Come scegliere gli accessori da scrivania: ingombro, doppia funzione, coerenza

Scegliere gli accessori da scrivania giusti si riduce a tre criteri, utili sia che tu stia partendo da zero sia che voglia aggiungere un pezzo a una scrivania già avviata.

  1. Il primo è l'ingombro. Su un piano di lavoro lo spazio libero è quello che conta, quindi prima di guardare l'aspetto guarda quanta base occupa un oggetto: un pezzo che sale in verticale lascia respiro, uno che si allarga lo toglie al lavoro.
  2. Il secondo è la doppia funzione. Ogni oggetto che ne sostituisce due, come una tazza che diventa portapenne o una lampada che raccoglie anche le chiavi, libera centimetri e riduce il numero di cose sul tavolo, che è il modo più semplice per tenerlo ordinato.
  3. Il terzo è la coerenza. Pochi oggetti che parlano la stessa lingua valgono più di tanti presi a caso: non serve lo stesso brand, serve un tono comune, e una scrivania con tre pezzi coerenti sembra scelta, una con dieci scoordinati sembra solo piena.

Accessori da scrivania come idea regalo di design

Un accessorio da scrivania è uno di quei regali che funzionano proprio perché sono usati ogni giorno. Chi lo riceve lo tiene in vista sul piano di lavoro, lo tocca di continuo, e ogni volta torna a chi glielo ha scelto.

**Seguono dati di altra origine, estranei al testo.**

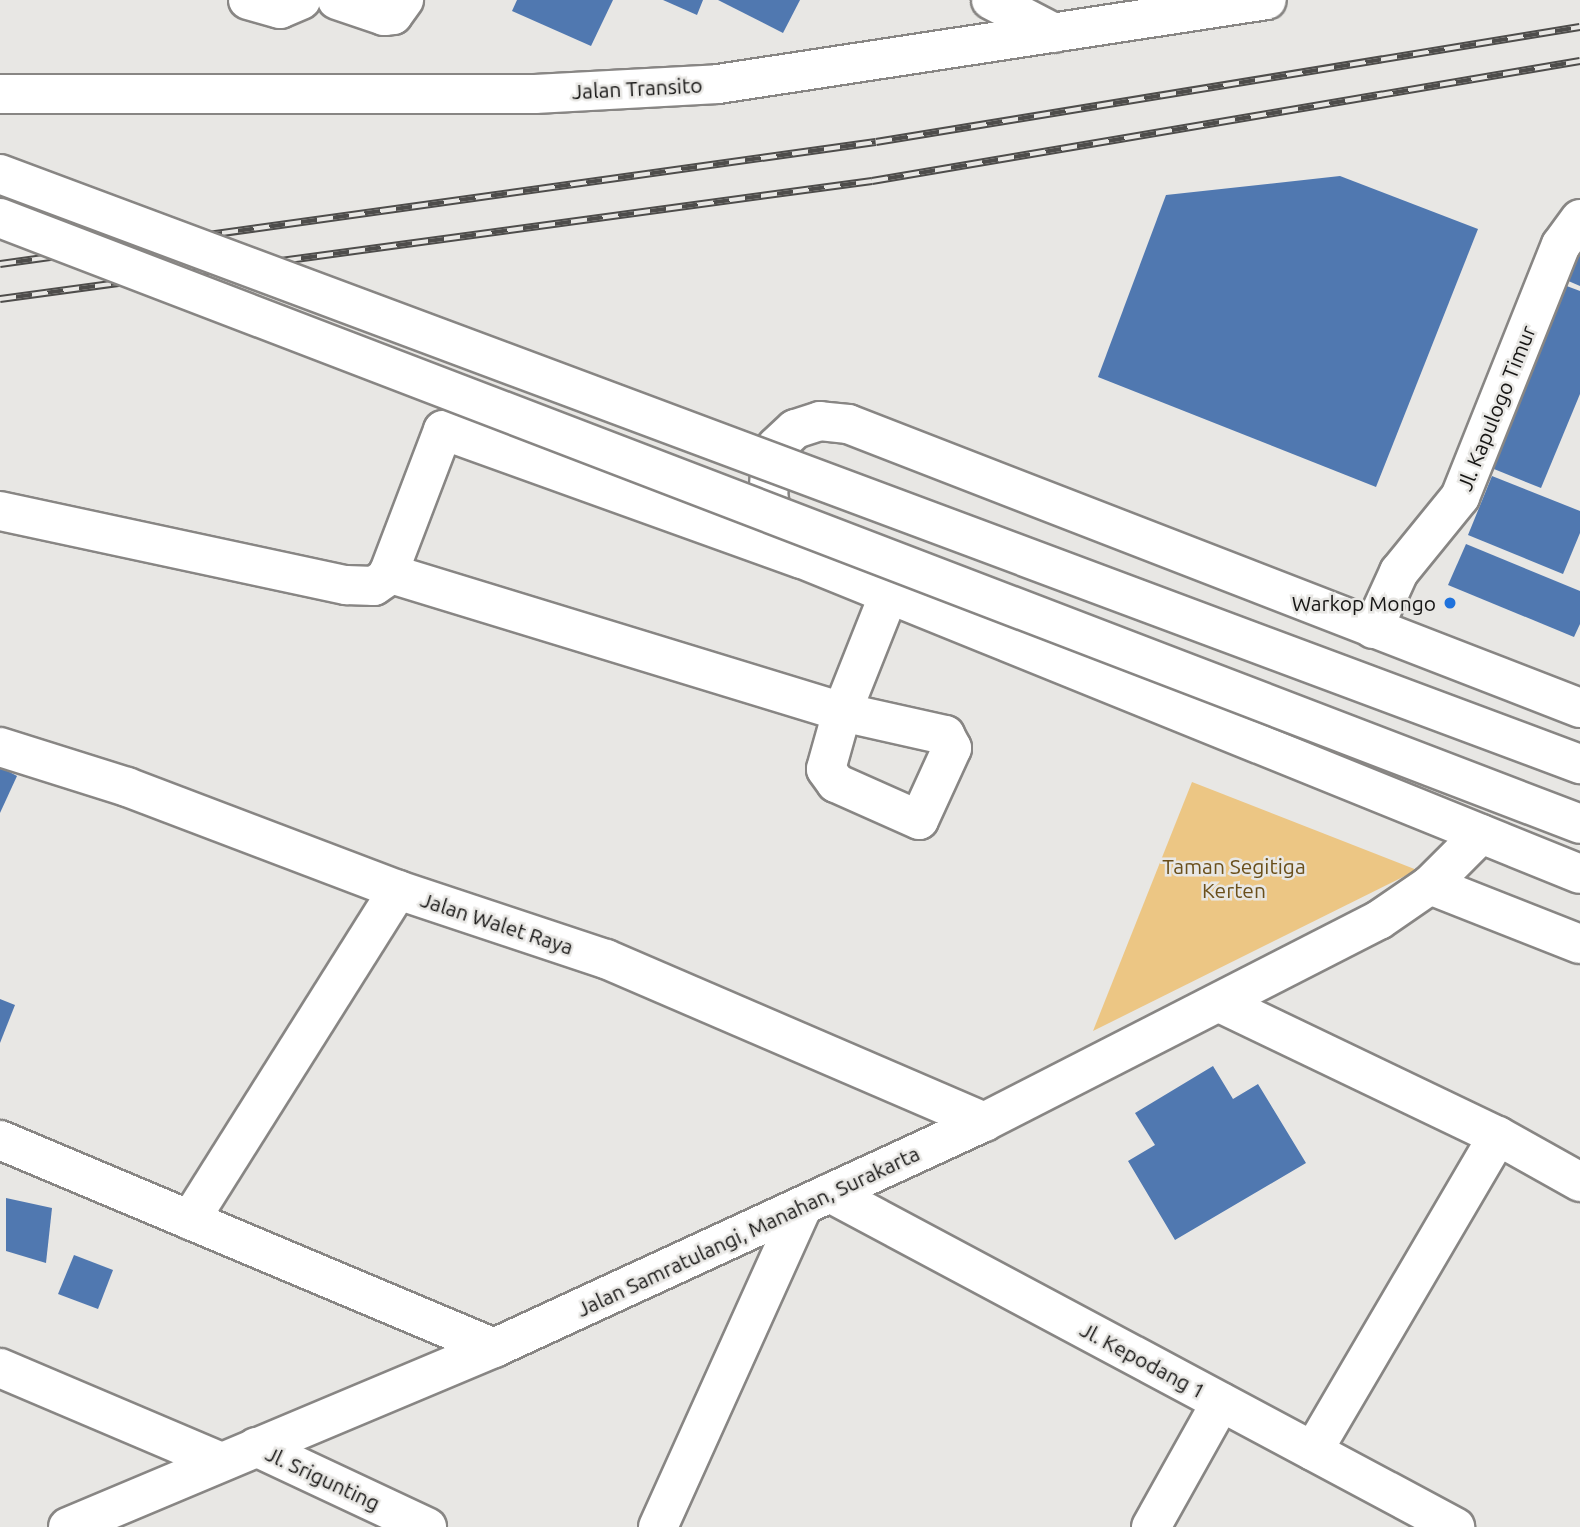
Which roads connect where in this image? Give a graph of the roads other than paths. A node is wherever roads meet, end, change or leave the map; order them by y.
1 (248, 0) edge
2 (301, 0) edge
3 (404, 0) edge
4 (991, 0) edge
5 (1268, 0) edge
6 (347, 2) edge
7 (1136, 10) edge
8 (1054, 33) junction
9 (0, 94) edge
10 (0, 174) edge
11 (0, 218) edge
12 (1580, 219) edge
13 (0, 511) edge
14 (802, 559) junction
15 (388, 573) junction
16 (889, 594) junction
17 (1373, 629) junction
18 (1580, 708) edge
19 (0, 747) edge
20 (1580, 764) edge
21 (1580, 824) edge
22 (1481, 834) junction
23 (1580, 874) edge
24 (398, 890) junction
25 (1420, 893) junction
26 (1580, 944) edge
27 (1220, 1003) junction
28 (984, 1122) junction
29 (1498, 1136) junction
30 (0, 1140) edge
31 (1580, 1182) edge
32 (817, 1199) junction
33 (190, 1220) junction
34 (494, 1348) junction
35 (0, 1368) edge
36 (1222, 1402) junction
37 (256, 1447) junction
38 (1313, 1451) junction
39 (219, 1461) junction
40 (68, 1527) edge
41 (427, 1527) edge
42 (658, 1527) edge
43 (1151, 1527) edge
44 (1455, 1527) edge

1 - 2 main road
3 - 6 main road
4 - 8 main road
5 - 7 main road, Jalan Transito
7 - 8 main road, Jalan Transito
8 - 9 main road, Jalan Transito
10 - 20 main road, bridge
11 - 21 main road, bridge
12 - 17 main road, Jl. Kapulogo Timur
13 - 15 main road
14 - 15 main road
14 - 16 main road
14 - 17 main road
15 - 16 main road
16 - 22 main road
17 - 18 main road
19 - 24 main road, Jalan Walet Raya
22 - 23 main road
22 - 25 main road, Jalan Samratulangi, Manahan, Surakarta
24 - 28 main road, Jalan Walet Raya
24 - 33 main road
25 - 26 main road
25 - 27 main road, Jalan Samratulangi, Manahan, Surakarta
27 - 28 main road, Jalan Samratulangi, Manahan, Surakarta
27 - 29 main road
28 - 32 main road, Jalan Samratulangi, Manahan, Surakarta
29 - 31 main road
29 - 38 main road
30 - 33 main road
32 - 34 main road, Jalan Samratulangi, Manahan, Surakarta
32 - 36 main road, Jl. Kepodang 1
32 - 42 main road
33 - 34 main road
34 - 37 main road, Jalan Samratulangi, Manahan, Surakarta
35 - 39 main road
36 - 38 main road, Jl. Kepodang 1
36 - 43 main road
37 - 39 main road, Jalan Samratulangi, Manahan, Surakarta
37 - 41 main road, Jl. Srigunting
38 - 44 main road, Jl. Kepodang 1
39 - 40 main road, Jalan Samratulangi, Manahan, Surakarta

Il regalo funziona ancora meglio quando è legato a un momento, e lo studio nuovo, in una casa appena presa o alla prima postazione da lavoro, è quello giusto: serve tutto e ancora niente è al suo posto. In questo caso le opportunità si allargano, e l'oggetto giusto dipende da chi lo riceve:

  • Un notebook di design, per chi parte da zero e vuole una superficie bella dove buttare le prime idee. È il regalo piccolo che apre bene, da abbinare a qualcos'altro.
  • Una custodia per il laptop, per chi si sposta tra casa e ufficio e cambia scrivania spesso. Protegge il portatile e dice qualcosa di chi lo porta, se la fantasia è quella giusta.
  • Uno zaino, per chi la postazione se la porta dietro. È il regalo più impegnativo della lista, quello che si fa quando si vuole lasciare il segno.
  • Un caricatore portatile, l'oggetto pratico che nessuno si compra da solo e che tutti finiscono per usare ogni giorno. Perfetto come parte di un regalo più grande.
  • Un astuccio o una trousse, per raccogliere penne, cavi e piccoli oggetti nella scrivania nuova ancora da organizzare. Chiude il set con un pezzo utile e a basso rischio di sbagliare.

Uno solo di questi, scelto per la persona giusta, è già il regalo che accompagna l'inizio.